Sometimes, the stories you write, don't let you sleep. At night. 
Your eyes burn all day through. Shamelessly, unbridled, your two eyes look red. 
Like you made love all night, through dawn and didn't, hence get a wink of time, to sleep. 
But that there was no real person. 
All night, you stayed up, making love to your story. 
And not getting enough of it. That's the libido of an idea. 
A plot, that is driving you insane, almost as if it's new love and raw lust.  
Each time you touch it up, undo and redo twists and turns, create pages, paragraphs and moments, it is the equivalent of touching the lover's body. 
Feeling for curves, squeezing soft flesh. 
Every pause in writing and the distant stare are like assuming and finding his arms in the pitch dark. 
Waiting for fiction to come to you is like waiting for his next surprise move on you. 
Like the act of love, writing a story is a two way thing. Being the subject and object in the same sentence. Being made love to and making all the good endless love, to him.   
The men and women you are constantly creating and disintegrating, the narrations of their face come alive so strong and so real that their faces stare back at you from the screen and you can't sleep no more.
It's like Frankenstein. But a good one. This story of mine. 

A Happy Man

A happy man is hard to find. Specially to my eyes, that I constantly squeeze out only the morose. But this one, is a happy man. He oozes with calm and content. It's almost like a spectacle. Like a natural wonder, to me. A man, so in his skin. I wish he could scatter the dust of his joy on the jinxed like us.
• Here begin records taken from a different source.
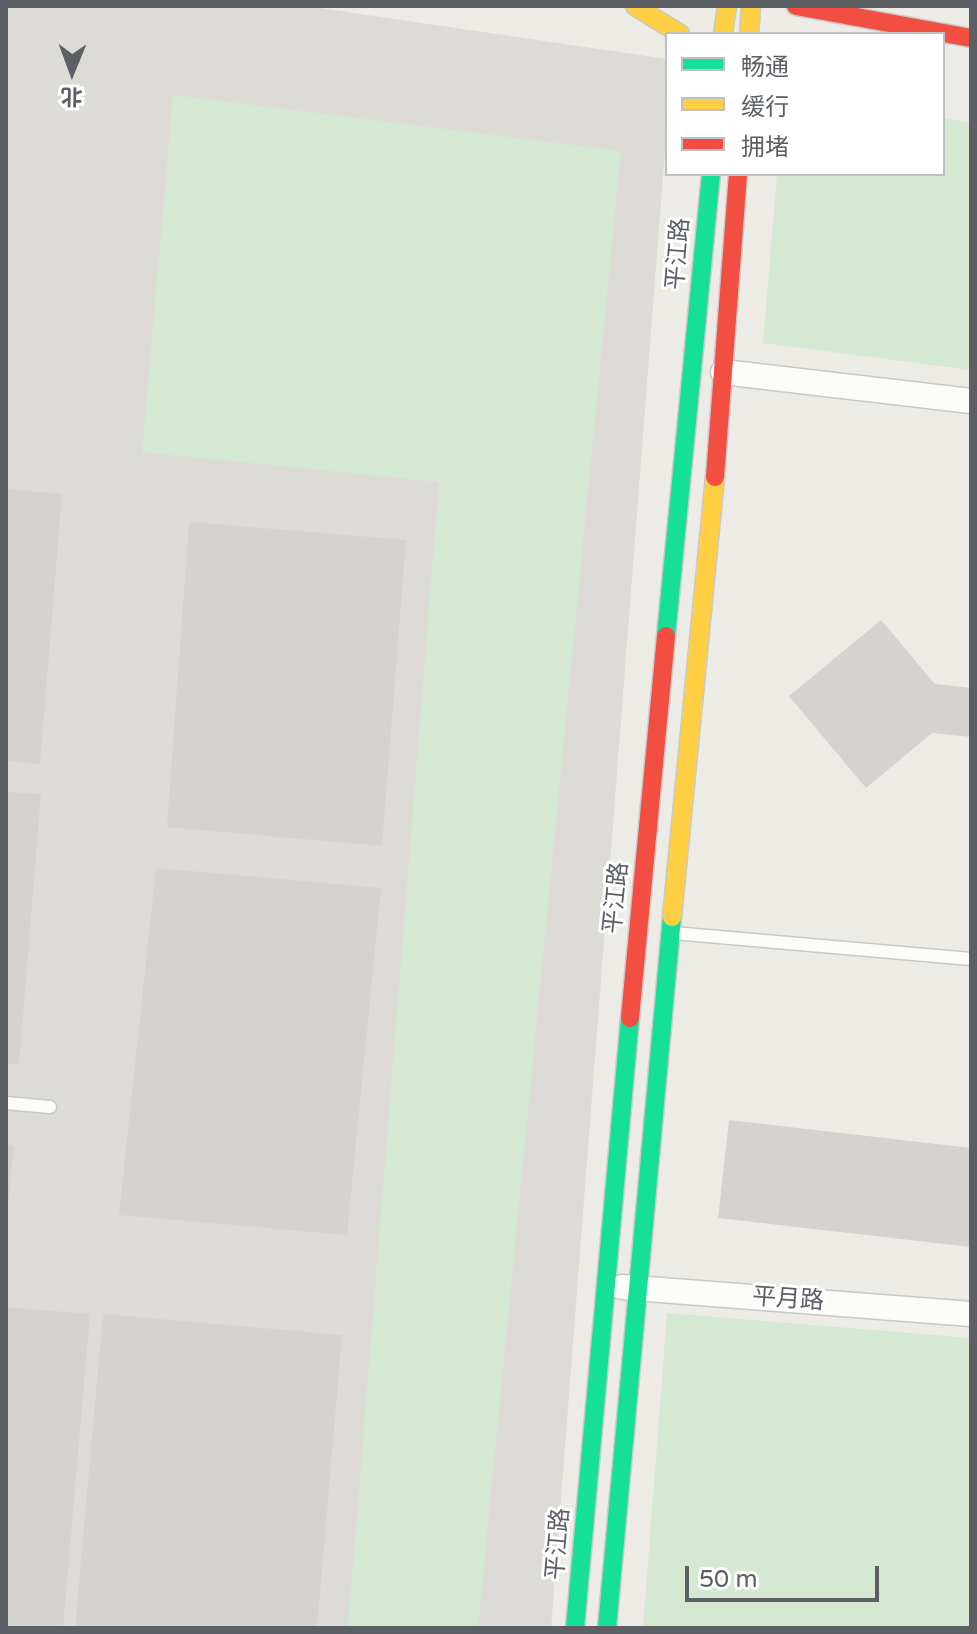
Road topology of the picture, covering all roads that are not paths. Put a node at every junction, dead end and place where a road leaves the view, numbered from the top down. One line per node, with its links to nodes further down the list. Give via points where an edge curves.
1 (635, 6): 5 (street)
2 (727, 6): 6 (street)
3 (751, 6): 7 (street)
4 (796, 6): 8 (street)
5 (677, 32)
6 (723, 32)
7 (749, 32)
8 (930, 32)
9 (945, 35): 10 (street)
10 (971, 40): 11 (street)
11 (945, 44)
12 (711, 176): 20 (street, 平江路)
13 (738, 176): 14 (street)
14 (723, 372): 15 (street); 16 (street)
15 (971, 401)
16 (670, 933): 17 (lane); 21 (street)
17 (971, 959)
18 (6, 1103): 19 (lane)
19 (50, 1107)
20 (606, 1285): 21 (street, 平月路); 23 (street, 平江路)
21 (637, 1289): 22 (street, 平月路); 24 (street)
22 (971, 1314)
23 (575, 1628)
24 (607, 1628)

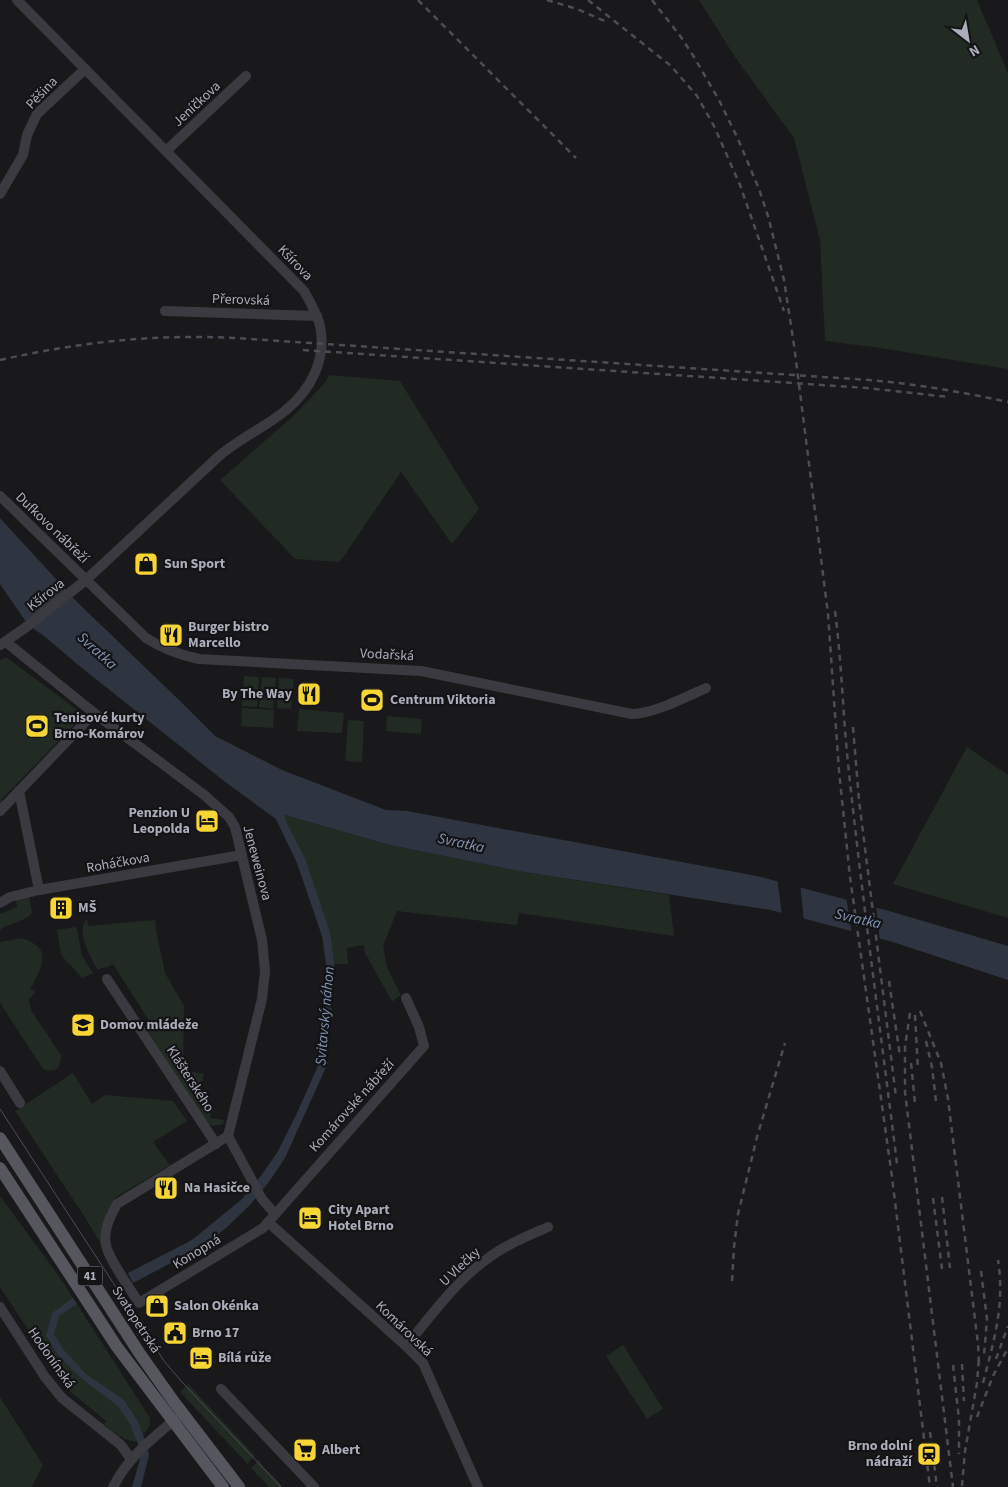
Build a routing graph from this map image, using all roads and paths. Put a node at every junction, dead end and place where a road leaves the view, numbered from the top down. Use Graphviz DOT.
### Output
graph roads {
  1 [pos="17,0"];
  2 [pos="86,70"];
  3 [pos="246,76"];
  4 [pos="166,151"];
  5 [pos="0,194"];
  6 [pos="165,311"];
  7 [pos="317,316"];
  8 [pos="0,496"];
  9 [pos="86,580"];
  10 [pos="3,644"];
  11 [pos="706,688"];
  12 [pos="94,713"];
  13 [pos="19,791"];
  14 [pos="0,811"];
  15 [pos="242,855"];
  16 [pos="39,890"];
  17 [pos="0,904"];
  18 [pos="108,979"];
  19 [pos="406,998"];
  20 [pos="0,1071"];
  21 [pos="20,1103"];
  22 [pos="228,1136"];
  23 [pos="0,1138"];
  24 [pos="216,1144"];
  25 [pos="0,1168"];
  26 [pos="271,1218"];
  27 [pos="548,1227"];
  28 [pos="0,1306"];
  29 [pos="406,1346"];
  30 [pos="221,1389"];
  31 [pos="178,1417"];
  32 [pos="132,1457"];
  33 [pos="113,1487"];
  34 [pos="223,1487"];
  35 [pos="239,1487"];
  36 [pos="314,1487"];
  37 [pos="478,1487"];
  1 -- 2 [label="street, Kšírova"];
  2 -- 4 [label="street, Kšírova"];
  2 -- 5 [label="street, Pěšina"];
  3 -- 4 [label="street, Jeníčkova"];
  4 -- 7 [label="street, Kšírova"];
  6 -- 7 [label="street, Přerovská"];
  7 -- 9 [label="street, Kšírova"];
  8 -- 9 [label="street, Dufkovo nábřeží"];
  9 -- 10 [label="street, Kšírova"];
  9 -- 11 [label="street, Vodařská"];
  10 -- 12 [label="street, Jeneweinova"];
  12 -- 13 [label="street"];
  12 -- 15 [label="street, Jeneweinova"];
  13 -- 14 [label="street"];
  13 -- 16 [label="street"];
  15 -- 16 [label="street, Roháčkova"];
  15 -- 22 [label="street, Jeneweinova"];
  16 -- 17 [label="street, Roháčkova"];
  18 -- 24 [label="street, Klášterského"];
  19 -- 26 [label="street, Komárovské nábřeží"];
  20 -- 21 [label="street"];
  22 -- 24 [label="street"];
  22 -- 26 [label="street"];
  23 -- 31 [label="main road, Svatopetrská / 41"];
  24 -- 26 [label="street, Konopná"];
  25 -- 31 [label="main road, Svatopetrská / 41"];
  26 -- 29 [label="street, Komárovská"];
  27 -- 29 [label="street, U Vlečky"];
  28 -- 32 [label="street, Hodonínská"];
  29 -- 37 [label="street, Komárovská"];
  30 -- 36 [label="street"];
  31 -- 32 [label="street"];
  31 -- 34 [label="main road, Svatopetrská / 41"];
  31 -- 35 [label="main road, Svatopetrská / 41"];
  32 -- 33 [label="street"];
}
It comes with a lot of seasoning, this happiness.He wasn't born with this. Nobody is. He must have consciously, laboriously developed into his present person. He wears it like his attire, the Ganesa like laughter, the suitable little paunch, his gestures, everything about him is so slow and beautiful. I wonder what thoughtcrime have I ever committed to feel the way I do. Forever trapped in my imagined list of things to do, I am so restless. Whereas, the happy man's eyes are like a calm ocean. Glistening and deep. Like he's trying to tell me, life is not about today or tomorrow. It's going to stretch decades and I could be myself. That this day to day struggle is going to kill me and that I shouldn't. Allow it to do so. That in the really long run, tiny compromises are the harbinger of so much joy.
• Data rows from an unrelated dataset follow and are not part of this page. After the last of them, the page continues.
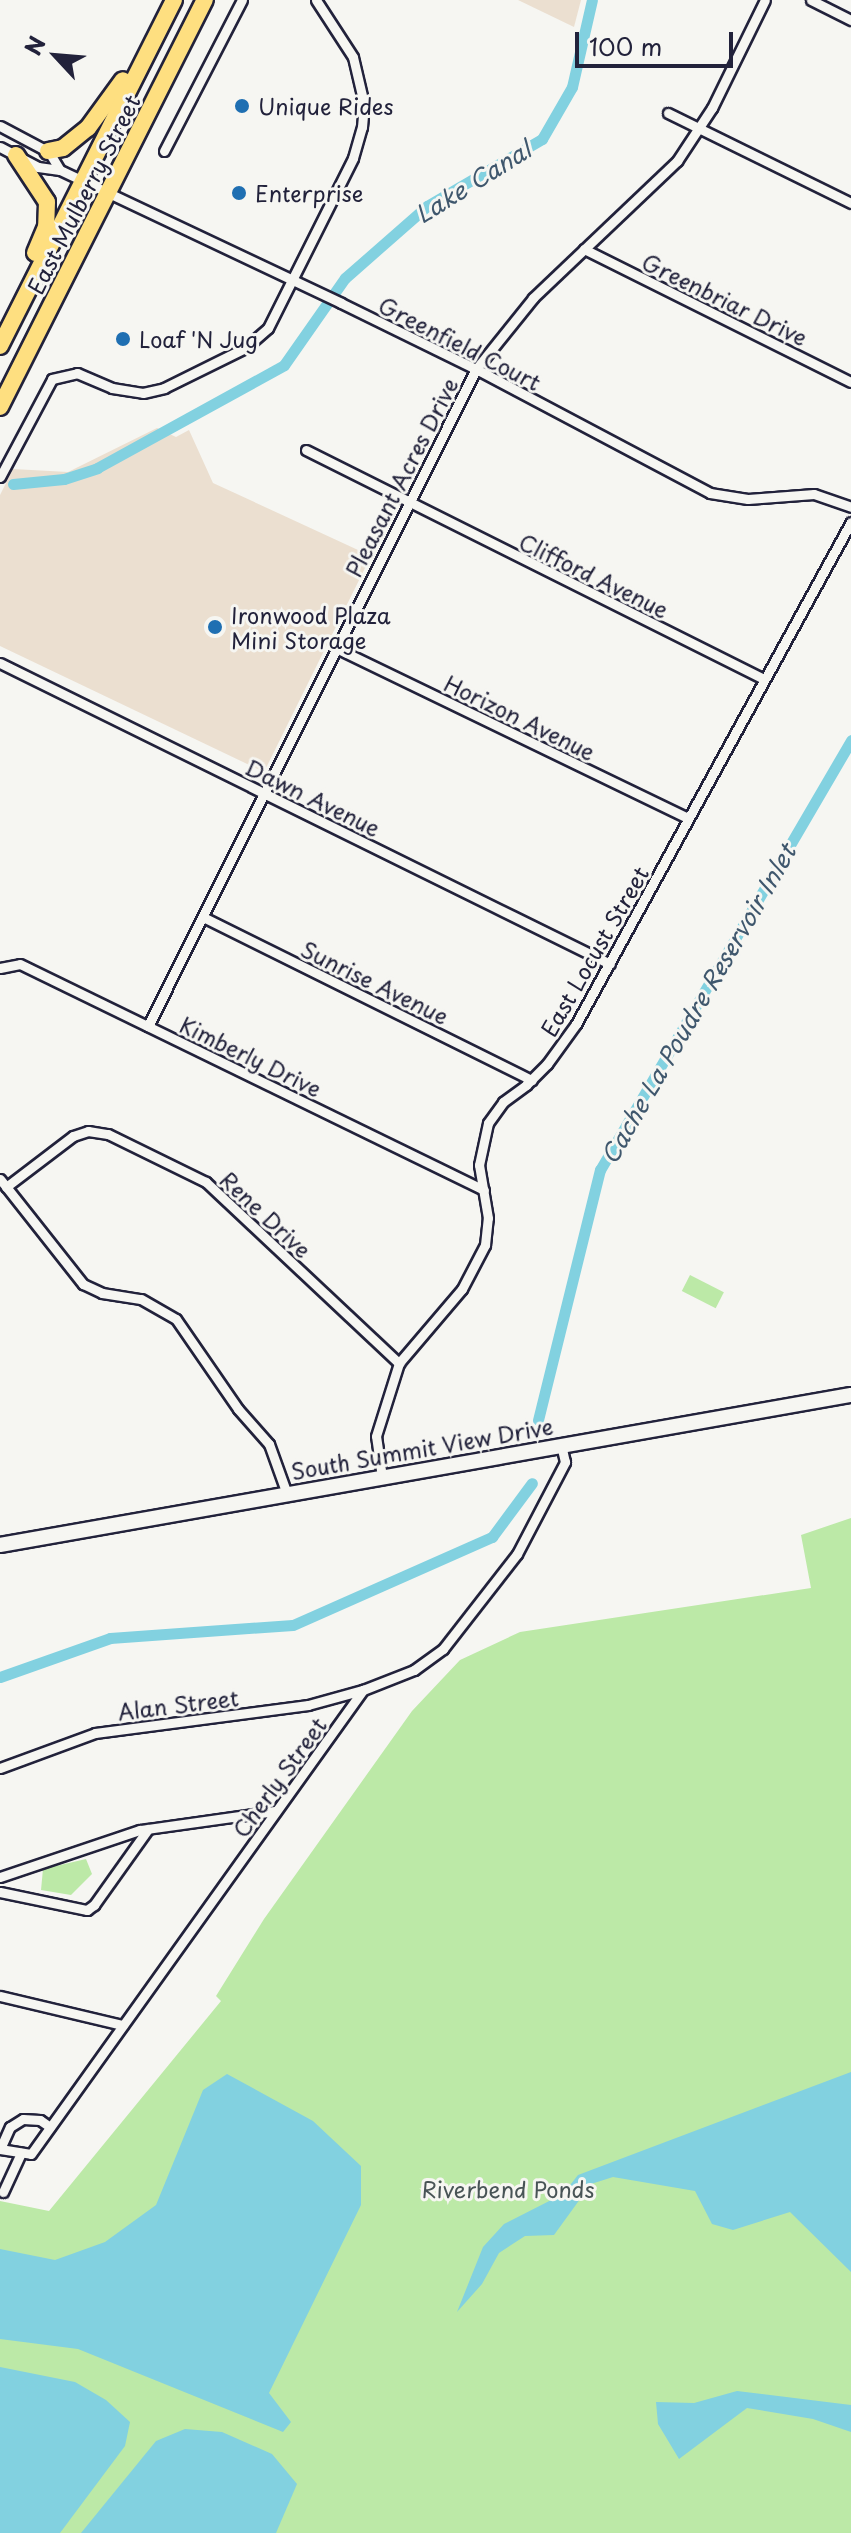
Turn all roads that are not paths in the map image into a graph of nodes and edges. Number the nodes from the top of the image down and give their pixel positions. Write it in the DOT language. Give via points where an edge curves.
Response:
graph roads {
  1 [pos="172,0"];
  2 [pos="205,0"];
  3 [pos="242,0"];
  4 [pos="316,0"];
  5 [pos="765,0"];
  6 [pos="811,0"];
  7 [pos="851,20"];
  8 [pos="668,113"];
  9 [pos="0,126"];
  10 [pos="700,129"];
  11 [pos="0,147"];
  12 [pos="48,151"];
  13 [pos="164,151"];
  14 [pos="16,155"];
  15 [pos="60,170"];
  16 [pos="83,181"];
  17 [pos="107,193"];
  18 [pos="851,203"];
  19 [pos="584,249"];
  20 [pos="293,281"];
  21 [pos="0,325"];
  22 [pos="0,346"];
  23 [pos="476,369"];
  24 [pos="851,382"];
  25 [pos="0,407"];
  26 [pos="306,450"];
  27 [pos="0,477"];
  28 [pos="408,503"];
  29 [pos="851,507"];
  30 [pos="851,522"];
  31 [pos="336,648"];
  32 [pos="0,663"];
  33 [pos="764,679"];
  34 [pos="264,793"];
  35 [pos="688,818"];
  36 [pos="203,917"];
  37 [pos="610,964"];
  38 [pos="0,968"];
  39 [pos="148,1026"];
  40 [pos="532,1080"];
  41 [pos="3,1183"];
  42 [pos="484,1190"];
  43 [pos="399,1363"];
  44 [pos="851,1395"];
  45 [pos="561,1445"];
  46 [pos="382,1477"];
  47 [pos="287,1494"];
  48 [pos="0,1545"];
  49 [pos="363,1690"];
  50 [pos="0,1768"];
  51 [pos="276,1811"];
  52 [pos="148,1829"];
  53 [pos="0,1877"];
  54 [pos="0,1892"];
  55 [pos="0,1996"];
  56 [pos="123,2025"];
  57 [pos="50,2127"];
  58 [pos="0,2149"];
  59 [pos="26,2154"];
  60 [pos="3,2192"];
  1 -- 12 [label="highway" via="153,22 101,113 75,139"];
  1 -- 16 [label="highway, East Mulberry Street"];
  2 -- 17 [label="highway, East Mulberry Street"];
  3 -- 13 [label="street"];
  4 -- 20 [label="street" via="353,57 364,104 353,158"];
  5 -- 10 [label="street, Pleasant Acres Drive"];
  6 -- 7 [label="street"];
  8 -- 10 [label="street"];
  9 -- 12 [label="street"];
  10 -- 18 [label="street"];
  10 -- 19 [label="street, Pleasant Acres Drive" via="658,180"];
  11 -- 14 [label="street, Greenfield Court"];
  12 -- 15 [label="street"];
  14 -- 15 [label="street, Greenfield Court" via="38,167"];
  14 -- 21 [label="highway" via="41,190 49,215"];
  15 -- 16 [label="street, Greenfield Court"];
  16 -- 17 [label="street, Greenfield Court"];
  16 -- 22 [label="highway, East Mulberry Street"];
  17 -- 20 [label="street, Greenfield Court"];
  17 -- 25 [label="highway, East Mulberry Street"];
  19 -- 23 [label="street, Pleasant Acres Drive" via="511,321"];
  19 -- 24 [label="street, Greenbriar Drive"];
  20 -- 23 [label="street, Greenfield Court"];
  20 -- 27 [label="street" via="261,337 164,388 135,393 77,373 52,379"];
  23 -- 28 [label="street, Pleasant Acres Drive"];
  23 -- 29 [label="street, Greenfield Court" via="710,493 748,499 814,494"];
  26 -- 28 [label="street, Clifford Avenue"];
  28 -- 31 [label="street, Pleasant Acres Drive"];
  28 -- 33 [label="street, Clifford Avenue"];
  30 -- 33 [label="street, East Locust Street"];
  31 -- 34 [label="street, Pleasant Acres Drive"];
  31 -- 35 [label="street, Horizon Avenue"];
  32 -- 34 [label="street, Dawn Avenue"];
  33 -- 35 [label="street, East Locust Street"];
  34 -- 36 [label="street, Pleasant Acres Drive"];
  34 -- 37 [label="street, Dawn Avenue"];
  35 -- 37 [label="street, East Locust Street"];
  36 -- 39 [label="street, Pleasant Acres Drive"];
  36 -- 40 [label="street, Sunrise Avenue"];
  37 -- 40 [label="street, East Locust Street" via="562,1045"];
  38 -- 39 [label="street, Kimberly Drive" via="20,964"];
  39 -- 42 [label="street, Kimberly Drive"];
  40 -- 42 [label="street, East Locust Street" via="503,1102 488,1123 479,1150"];
  41 -- 43 [label="street, Rene Drive" via="73,1136 88,1131 108,1134 206,1182"];
  41 -- 47 [label="street" via="83,1284 141,1299 176,1319 269,1444"];
  42 -- 43 [label="street, East Locust Street" via="487,1234 474,1273"];
  43 -- 46 [label="street, East Locust Street" via="376,1436"];
  44 -- 45 [label="street, South Summit View Drive"];
  45 -- 46 [label="street, South Summit View Drive"];
  45 -- 49 [label="street" via="565,1462 517,1554 471,1618 443,1649 414,1670"];
  46 -- 47 [label="street, South Summit View Drive"];
  47 -- 48 [label="street, South Summit View Drive"];
  49 -- 50 [label="street, Alan Street" via="308,1705 122,1727"];
  49 -- 51 [label="street, Cherly Street"];
  51 -- 52 [label="street"];
  51 -- 56 [label="street, Cherly Street"];
  52 -- 53 [label="street"];
  52 -- 54 [label="street" via="87,1910"];
  55 -- 56 [label="street"];
  56 -- 57 [label="street, Cherly Street"];
  57 -- 58 [label="street" via="23,2119 10,2127"];
  57 -- 59 [label="street, Cherly Street"];
  58 -- 59 [label="street"];
  59 -- 60 [label="street, Cherly Street"];
}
Happy man, relishes his lunch of four side dishes. He takes two full helpings of the rice that his wife cooks and packs. His daughter's name is stickered onto the rear windshield of his car. He doesn't care about the font, it's his daughter's name. He talks good of his wife and how she chops up the vegetables the night before and keeps them in the fridge. About how she takes care of the tiniest of things, to make him happy. He talks good of even his house maid. He talks good of everyone. But that doesn't mean he doesn't have an opinion, he does. Just that he does not make a business out of being an asshole.

Some people when they exhibit their happiness, they helplessly make it appear so fake. And I have an allergy for such people. But not this man. His happiness, is probably infectious. Need I say more.